If the tax rate is reduced as demanded by the CDPJ and the JIP, it is projected to result in a total loss of around ¥5 trillion in tax revenue annually for central and local governments. If the rate is reduced to 5% as called for by the DPFP, the loss is expected to balloon to an estimated ¥15 trillion a year.

Integrated tax and social security reform legislation, of which a major feature was a consumption tax hike to 10%, was established in 2012 under an administration led by the former Democratic Party of Japan.
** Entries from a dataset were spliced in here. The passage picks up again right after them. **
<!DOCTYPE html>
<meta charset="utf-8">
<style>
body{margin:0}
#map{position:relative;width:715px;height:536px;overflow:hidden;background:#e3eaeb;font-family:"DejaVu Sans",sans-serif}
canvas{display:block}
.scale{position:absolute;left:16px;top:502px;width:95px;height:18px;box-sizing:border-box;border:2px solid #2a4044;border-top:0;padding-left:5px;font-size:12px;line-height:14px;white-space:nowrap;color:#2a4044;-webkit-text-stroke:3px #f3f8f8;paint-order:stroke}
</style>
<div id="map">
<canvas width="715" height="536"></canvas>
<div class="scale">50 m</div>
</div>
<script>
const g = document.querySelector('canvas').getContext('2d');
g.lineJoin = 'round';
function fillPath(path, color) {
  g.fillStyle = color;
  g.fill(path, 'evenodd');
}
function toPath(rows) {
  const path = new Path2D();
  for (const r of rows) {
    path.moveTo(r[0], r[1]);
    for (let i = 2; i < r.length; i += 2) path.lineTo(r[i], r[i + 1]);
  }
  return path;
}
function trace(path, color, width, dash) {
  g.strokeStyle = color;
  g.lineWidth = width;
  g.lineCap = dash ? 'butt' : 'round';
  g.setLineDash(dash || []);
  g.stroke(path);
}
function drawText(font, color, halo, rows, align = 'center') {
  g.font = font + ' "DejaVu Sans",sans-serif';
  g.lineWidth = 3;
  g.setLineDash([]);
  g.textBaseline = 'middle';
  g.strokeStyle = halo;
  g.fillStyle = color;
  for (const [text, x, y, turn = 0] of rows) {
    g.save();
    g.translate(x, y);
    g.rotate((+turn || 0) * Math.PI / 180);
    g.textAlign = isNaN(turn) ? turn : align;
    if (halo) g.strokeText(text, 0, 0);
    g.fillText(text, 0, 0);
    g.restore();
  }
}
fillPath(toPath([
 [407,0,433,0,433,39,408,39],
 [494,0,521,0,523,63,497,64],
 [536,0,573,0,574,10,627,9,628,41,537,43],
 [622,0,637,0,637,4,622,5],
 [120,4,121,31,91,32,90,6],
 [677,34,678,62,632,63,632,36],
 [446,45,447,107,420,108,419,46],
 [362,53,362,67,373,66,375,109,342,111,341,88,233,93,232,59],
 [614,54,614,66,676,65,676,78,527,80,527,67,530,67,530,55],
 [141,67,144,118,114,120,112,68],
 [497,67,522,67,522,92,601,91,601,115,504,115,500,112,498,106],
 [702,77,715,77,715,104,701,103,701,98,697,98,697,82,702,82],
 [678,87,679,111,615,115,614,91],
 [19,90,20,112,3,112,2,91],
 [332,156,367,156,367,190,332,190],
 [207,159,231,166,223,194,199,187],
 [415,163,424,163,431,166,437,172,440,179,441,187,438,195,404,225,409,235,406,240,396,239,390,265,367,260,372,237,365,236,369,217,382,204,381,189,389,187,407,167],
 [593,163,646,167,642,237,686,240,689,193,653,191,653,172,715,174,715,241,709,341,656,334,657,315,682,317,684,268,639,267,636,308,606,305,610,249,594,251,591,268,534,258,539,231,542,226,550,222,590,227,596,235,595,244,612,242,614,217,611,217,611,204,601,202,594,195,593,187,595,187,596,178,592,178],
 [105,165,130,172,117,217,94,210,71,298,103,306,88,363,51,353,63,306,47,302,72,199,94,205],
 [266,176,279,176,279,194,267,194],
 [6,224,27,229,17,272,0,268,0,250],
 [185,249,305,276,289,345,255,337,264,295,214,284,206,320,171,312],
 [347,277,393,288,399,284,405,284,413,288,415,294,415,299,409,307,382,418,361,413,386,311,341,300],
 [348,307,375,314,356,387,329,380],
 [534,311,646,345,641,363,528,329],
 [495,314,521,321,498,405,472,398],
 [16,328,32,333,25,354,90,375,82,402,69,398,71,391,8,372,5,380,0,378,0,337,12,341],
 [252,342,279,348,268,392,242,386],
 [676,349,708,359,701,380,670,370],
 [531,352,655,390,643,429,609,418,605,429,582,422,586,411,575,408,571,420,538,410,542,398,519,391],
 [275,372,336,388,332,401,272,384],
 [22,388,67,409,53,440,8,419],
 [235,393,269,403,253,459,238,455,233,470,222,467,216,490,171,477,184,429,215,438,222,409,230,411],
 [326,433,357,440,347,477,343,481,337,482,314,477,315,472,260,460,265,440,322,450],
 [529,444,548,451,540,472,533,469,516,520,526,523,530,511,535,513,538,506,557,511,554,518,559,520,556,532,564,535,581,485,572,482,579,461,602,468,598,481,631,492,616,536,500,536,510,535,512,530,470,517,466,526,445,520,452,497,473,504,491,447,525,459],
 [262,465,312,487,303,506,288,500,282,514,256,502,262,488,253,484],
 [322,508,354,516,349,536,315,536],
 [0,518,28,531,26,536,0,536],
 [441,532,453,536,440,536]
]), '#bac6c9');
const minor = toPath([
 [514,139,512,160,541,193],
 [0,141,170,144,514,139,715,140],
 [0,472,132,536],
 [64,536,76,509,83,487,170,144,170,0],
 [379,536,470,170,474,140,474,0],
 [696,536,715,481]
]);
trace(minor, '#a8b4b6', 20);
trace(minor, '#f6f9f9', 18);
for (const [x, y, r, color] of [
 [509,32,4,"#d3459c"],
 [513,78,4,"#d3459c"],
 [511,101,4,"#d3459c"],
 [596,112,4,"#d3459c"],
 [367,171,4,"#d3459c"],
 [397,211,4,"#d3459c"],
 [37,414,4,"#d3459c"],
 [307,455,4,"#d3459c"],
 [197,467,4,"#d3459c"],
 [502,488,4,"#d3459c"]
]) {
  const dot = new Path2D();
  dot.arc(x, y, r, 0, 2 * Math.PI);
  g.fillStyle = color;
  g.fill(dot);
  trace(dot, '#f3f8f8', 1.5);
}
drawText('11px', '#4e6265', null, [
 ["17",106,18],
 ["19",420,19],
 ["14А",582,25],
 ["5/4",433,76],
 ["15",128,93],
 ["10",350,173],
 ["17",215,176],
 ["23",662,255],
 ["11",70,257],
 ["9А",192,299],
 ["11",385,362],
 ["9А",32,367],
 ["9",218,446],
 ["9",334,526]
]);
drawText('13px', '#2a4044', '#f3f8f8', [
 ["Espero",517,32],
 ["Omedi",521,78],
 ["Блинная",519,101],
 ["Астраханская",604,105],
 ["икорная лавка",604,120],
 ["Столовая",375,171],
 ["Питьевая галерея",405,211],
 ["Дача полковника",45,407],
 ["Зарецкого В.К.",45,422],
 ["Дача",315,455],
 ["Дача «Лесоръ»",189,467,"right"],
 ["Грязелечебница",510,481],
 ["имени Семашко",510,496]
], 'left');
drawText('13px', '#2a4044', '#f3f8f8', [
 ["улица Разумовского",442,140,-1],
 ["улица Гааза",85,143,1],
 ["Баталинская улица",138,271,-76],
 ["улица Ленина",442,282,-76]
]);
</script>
The legislation stipulates that all revenue from the consumption tax hike is to be used to pay pension benefits, support child-rearing and finance social security benefits including medical care and nursing care. If a revenue shortfall occurs, it could undermine the reliability of the public pension system, affect the development of medical and nursing care facilities and even spur a further decline in the birthrate.

Criticized as ‘handouts’

“We will not rely on deficit-covering government bonds or increase the burden on future generations,” CDPJ leader Yoshihiko Noda, who advanced the 2012 integrated reform, stressed at a press conference on April 25. The CDPJ is considering using temporary government funds to make up for the potential loss of tax revenue.

DPFP leader Yuichiro Tamaki proposes to issue deficit-covering government bonds and use government funds as alternative sources of funding, among other measures. “We do not necessarily need permanent sources of funds,” he said.
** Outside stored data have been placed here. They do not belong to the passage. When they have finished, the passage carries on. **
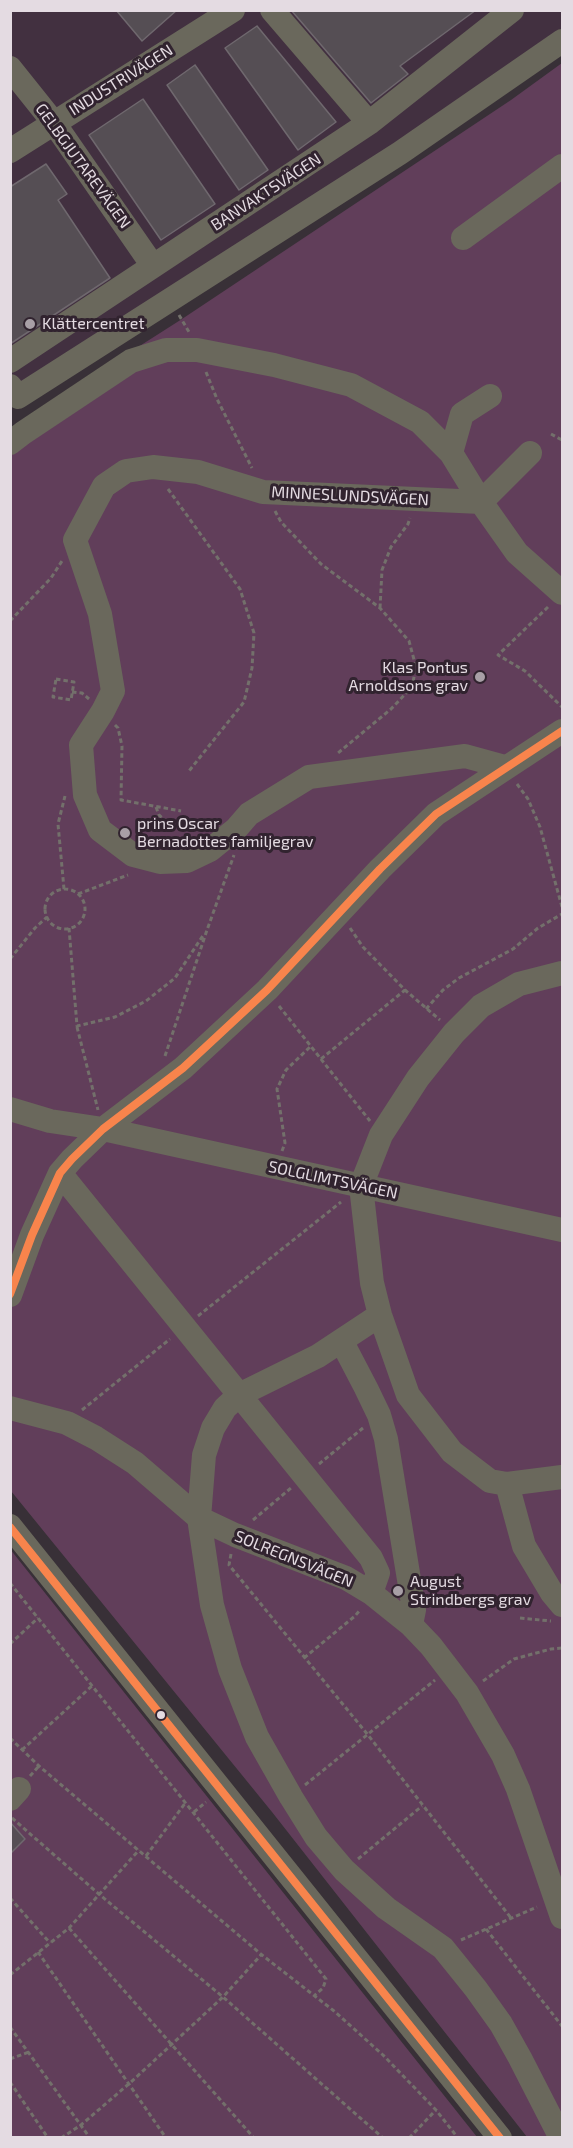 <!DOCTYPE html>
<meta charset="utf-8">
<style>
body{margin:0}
#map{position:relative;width:573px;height:2148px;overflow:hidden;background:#383037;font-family:"Exo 2",sans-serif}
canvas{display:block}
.frame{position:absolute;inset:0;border:12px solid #e4dbe2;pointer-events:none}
</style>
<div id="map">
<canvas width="573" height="2148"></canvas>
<div class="frame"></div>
</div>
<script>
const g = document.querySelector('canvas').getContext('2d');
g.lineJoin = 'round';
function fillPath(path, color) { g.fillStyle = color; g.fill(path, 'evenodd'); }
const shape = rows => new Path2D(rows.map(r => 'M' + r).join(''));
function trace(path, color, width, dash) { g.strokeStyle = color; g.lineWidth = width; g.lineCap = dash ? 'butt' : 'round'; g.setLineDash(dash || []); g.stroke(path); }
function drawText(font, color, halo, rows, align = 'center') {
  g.font = font + ' "Exo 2",sans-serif'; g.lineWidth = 6; g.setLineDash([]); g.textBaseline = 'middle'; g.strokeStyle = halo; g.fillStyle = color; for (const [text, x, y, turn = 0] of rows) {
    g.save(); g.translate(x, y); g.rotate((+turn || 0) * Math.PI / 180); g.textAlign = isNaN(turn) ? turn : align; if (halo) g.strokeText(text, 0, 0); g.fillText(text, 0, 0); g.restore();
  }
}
const built = shape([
 [11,11,562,11,562,47,11,392]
]);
const green = shape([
 [562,63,562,2137,527,2137,272,1812,11,1491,11,428,182,319,511,100],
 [10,1549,209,1799,477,2137,11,2137]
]);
const building = shape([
 [116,10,177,10,142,41,116,10],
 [291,10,476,10,400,66,408,74,371,103,291,10],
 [257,26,336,122,298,150,225,48,257,26],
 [195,65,268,170,239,190,167,85,195,65],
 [143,99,215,204,161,240,89,135,143,99],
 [46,164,67,194,58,200,110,278,10,344,10,187,46,164],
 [10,1822,25,1839,10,1854,10,1822]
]);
const path = shape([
 [179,315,189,332],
 [206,372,217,399,252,468],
 [551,434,562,440],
 [168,489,240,589,254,633,252,668,244,702,189,771],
 [275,511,281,522,321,564,380,608,409,641,416,667,412,687,391,709,338,753],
 [548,607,498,655,525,671,562,707],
 [380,608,382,570,391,547,408,524,410,518],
 [10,621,51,578,62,561],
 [56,679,74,682,71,700,53,697,56,679],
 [72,692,82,693,89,699],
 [115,725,118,728,122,746,121,800,181,811],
 [517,784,528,799,540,827,562,907],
 [156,807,159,815,167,822,212,824],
 [64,889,58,824,65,796],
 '45 909a20 20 0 1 1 40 0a20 20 0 1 1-40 0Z',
 [78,894,128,875],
 [69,928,77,1026,115,1017,146,1001,175,978,204,934],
 [350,928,363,947,405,990,440,1020],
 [10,959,35,928,47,917],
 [279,1006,370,1121],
 [426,1009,443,990,459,978,513,949,538,928,562,914],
 [77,1027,98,1110],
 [165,1056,207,930,234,855],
 [321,1059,405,990],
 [282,1151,285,1143,277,1089,286,1070,311,1046],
 [198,1316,341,1202],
 [82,1410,170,1339],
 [319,1464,363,1428],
 [253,1520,291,1488],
 [231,1554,229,1565,368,1735,511,1918],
 [10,1583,326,1979,323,1988,314,1996],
 [520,1618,551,1621],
 [10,1644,38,1618],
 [304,1658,355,1616,360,1610],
 [483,1681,514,1659,551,1649,562,1648],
 [10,1738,39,1766,262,1955,334,2011,383,2055,436,2110,458,2138],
 [22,1750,93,1685],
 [30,1776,39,1766],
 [305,1785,435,1680],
 [194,1812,206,1802],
 [12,1818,100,1895,223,1997,383,2138],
 [146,1856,186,1802],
 [358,1859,422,1806],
 [10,1898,50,1943],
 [69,1928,254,2138],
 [486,1929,562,2026],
 [461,1940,537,1907],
 [38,1952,166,2138],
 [10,1975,69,1928,139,1850],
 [10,2027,90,2138],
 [10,2059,29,2052],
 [10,2082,48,2138],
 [61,2138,81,2125,131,2082,223,1997,261,1955],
 [409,2138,436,2110]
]);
const minor = shape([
 [272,10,369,123],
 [10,68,54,123,153,266],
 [10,151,233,10],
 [463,238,562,166],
 [10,361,369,123,512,10],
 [10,386,18,397,400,153,562,41],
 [10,443,23,433,131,361,166,350,197,350,274,365,351,385,420,422,451,453,481,502,517,553,562,593],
 [451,453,462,414,490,396],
 [505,767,465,756,309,777,249,814,236,829,210,850,187,861,160,862,133,855,100,830,85,795,81,745,103,711,113,691,100,614,75,540,104,486,126,471,153,467,198,472,263,492,481,502,530,453],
 [562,973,519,984,481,1006,454,1033,418,1078,381,1135,361,1186,372,1283,380,1315,408,1395,452,1452,490,1481,507,1484,524,1546,552,1593,562,1605],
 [10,1109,50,1121,103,1129,562,1230],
 [60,1173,371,1558,378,1573,371,1593],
 [10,1295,32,1235,60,1173,72,1159,103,1129,183,1068,267,990,380,869,436,814,562,731],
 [380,1315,318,1356,239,1395,225,1408,213,1428,204,1455,199,1518,212,1605,230,1669,257,1737,291,1797,316,1837,344,1870,386,1908,443,1948,476,1989,501,2024,520,2058,561,2138],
 [342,1342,366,1388,379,1415,386,1439,414,1610,411,1625],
 [10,1408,67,1423,96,1438,135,1463,199,1518,235,1535,346,1578,371,1593,411,1625,431,1646,467,1693,503,1755,518,1789,562,1917],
 [507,1484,562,1477],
 [10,1526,500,2138],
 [10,1799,19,1789]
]);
const bus1 = shape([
 [10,1294,32,1235,60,1173,72,1159,103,1129,183,1068,267,990,380,869,436,814,562,731],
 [10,1527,500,2138]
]);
const markers = [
 [30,324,6,"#a89fa6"],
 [480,677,6,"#a89fa6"],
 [125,833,6,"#a89fa6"],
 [398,1591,6,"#a89fa6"],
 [161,1715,5,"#e4dbe2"]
];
const streetNames = [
 ["INDUSTRIVÄGEN",121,80,-32],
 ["GELBGJUTAREVÄGEN",83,166,54],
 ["BANVAKTSVÄGEN",266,192,-33],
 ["MINNESLUNDSVÄGEN",350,496,3],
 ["SOLGLIMTSVÄGEN",333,1180,12],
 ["SOLREGNSVÄGEN",294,1559,22]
];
const poiNames = [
 ["Klättercentret",42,324],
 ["Klas Pontus",468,668,"right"],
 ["Arnoldsons grav",468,686,"right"],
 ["prins Oscar",137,824],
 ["Bernadottes familjegrav",137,842],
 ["August",410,1582],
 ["Strindbergs grav",410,1600]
];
fillPath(built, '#423040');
fillPath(green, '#613e5a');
fillPath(building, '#554e54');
trace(building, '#6f686e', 1.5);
trace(path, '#73706b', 3, [4.5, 3]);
trace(minor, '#6a685c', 24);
trace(bus1, '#f8844c', 8);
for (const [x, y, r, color] of markers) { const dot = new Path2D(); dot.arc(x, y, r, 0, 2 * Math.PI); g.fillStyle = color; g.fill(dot); trace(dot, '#31232f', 2); }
drawText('16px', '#e4dbe2', '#31232f', streetNames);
drawText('16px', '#e4dbe2', '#31232f', poiNames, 'left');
</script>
Komeito leader Tetsuo Saito said, “We will also show alternative revenue sources at the same time as making our proposal.” However, the party is having difficulty finding permanent sources of funds for that. Masaji Matsuyama, secretary general for the LDP in the upper house, has suggested that they would be able to use the portion of tax revenues that exceeded projections and the foreign exchange fund special account as alternative funding sources.

All parties have failed to propose stable alternative revenue sources to cover the loss in tax revenue that their proposed cuts would bring. “These are all handouts devised with nothing in mind aside from winning popularity from voters,” said an LDP’s former finance minister.